I press my hands against her chest, and she finally backs up.
“What’s wrong?” She looks at me with desperation in her eyes. Begging for more, more than a kiss, more than last night. “Jasper?” She moves her lips closer, but I turn my head. “What the hell?”
My resistance seems to have pissed her off—the queen is used to getting what she wants, and right now, she wants me.
“We can’t, B.”
“And why the hell not?” Her voice grows louder, and her arms drop to her side. I’m waiting for her to start throwing a tantrum like a toddler, but instead, she tries again.
“No.” I step past her, walking over to my dresser and pretending that I’m looking for something in the top drawer, an empty drawer because I haven’t even unpacked my boxes yet.
Last night was one thing, we were caught up in the moment, and at that time, it was us. After realizing how desperate she is to get Levi, I realize it’s not us, it’s her. It’s all about her, and I’m just a pawn in her game.
“What’s wrong with having a little fun?”
“Maybe you should go have fun with Levi.” My voice is harsh, and while I was thinking it in my head, I wasn’t planning to say it out loud. I fumble with a couple of papers on the top of the dresser to refrain from looking at her. If I do, if I see the agony in her eyes again, I may not be able to stop myself.

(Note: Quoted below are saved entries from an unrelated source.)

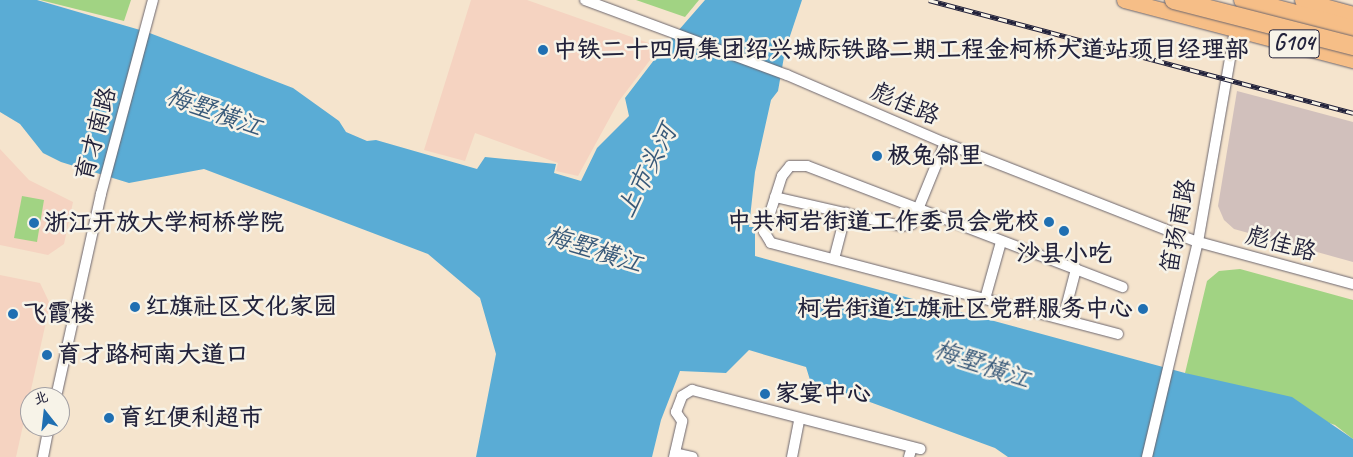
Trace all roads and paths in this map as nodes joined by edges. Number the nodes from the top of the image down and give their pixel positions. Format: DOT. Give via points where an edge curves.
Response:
graph roads {
  1 [pos="586,0"];
  2 [pos="1124,0"];
  3 [pos="1174,0"];
  4 [pos="1241,0"];
  5 [pos="1302,0"];
  6 [pos="152,4"];
  7 [pos="1353,14"];
  8 [pos="1235,28"];
  9 [pos="1353,29"];
  10 [pos="1353,46"];
  11 [pos="1353,60"];
  12 [pos="945,143"];
  13 [pos="775,197"];
  14 [pos="916,209"];
  15 [pos="846,213"];
  16 [pos="1001,242"];
  17 [pos="1198,242"];
  18 [pos="834,259"];
  19 [pos="1076,270"];
  20 [pos="1353,284"];
  21 [pos="1123,287"];
  22 [pos="985,299"];
  23 [pos="1063,319"];
  24 [pos="1118,334"];
  25 [pos="58,387"];
  26 [pos="800,420"];
  27 [pos="48,437"];
  28 [pos="914,451"];
  29 [pos="674,455"];
  30 [pos="43,457"];
  31 [pos="693,457"];
  32 [pos="792,457"];
  33 [pos="1147,457"];
  1 -- 12 [label="street, 彪佳路" via="787,75"];
  2 -- 8 [label="main road, G104"];
  3 -- 10 [label="highway, bridge"];
  4 -- 8 [label="street, 笛扬南路"];
  4 -- 9 [label="highway"];
  5 -- 7 [label="main road, G104"];
  6 -- 25 [label="street, 育才南路" via="101,194"];
  8 -- 11 [label="main road, G104"];
  8 -- 17 [label="street, 笛扬南路"];
  12 -- 14 [label="street"];
  12 -- 17 [label="street, 彪佳路"];
  13 -- 14 [label="street" via="790,166 807,166"];
  13 -- 15 [label="street"];
  13 -- 18 [label="street" via="764,232 771,243"];
  14 -- 15 [label="street" via="912,224 902,226"];
  14 -- 16 [label="street"];
  15 -- 18 [label="street"];
  16 -- 19 [label="street"];
  16 -- 22 [label="street"];
  17 -- 20 [label="street, 彪佳路"];
  17 -- 33 [label="street, 笛扬南路"];
  18 -- 22 [label="street"];
  19 -- 21 [label="street"];
  19 -- 23 [label="street"];
  22 -- 23 [label="street"];
  23 -- 24 [label="street"];
  26 -- 28 [label="street"];
  26 -- 29 [label="street" via="692,390 682,396 676,412 682,421"];
  26 -- 32 [label="street"];
  27 -- 30 [label="street"];
  29 -- 31 [label="street"];
}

“Wait a minute,” she perks up. I can feel her getting closer. “Are you... jealous?” She rests her chin on my shoulder while my back is still facing her. I can tell by the tone in her voice that she is no longer confused, she’s now pleased with herself.
“Fuck no, I’m not jealous.” I say, grazing my eyes over my acceptance letter to UCLA as if I’m reading it, when I’m actually just looking at the words.
I feel her arms wrap around me as her hands worm their way up my shirt. Her warm fingers lightly gliding over my rigid abs. I close my eyes and try to regain my focus on something else, anything else. Football. A McRib Sandwich. Mowing the lawn. Fucking anything.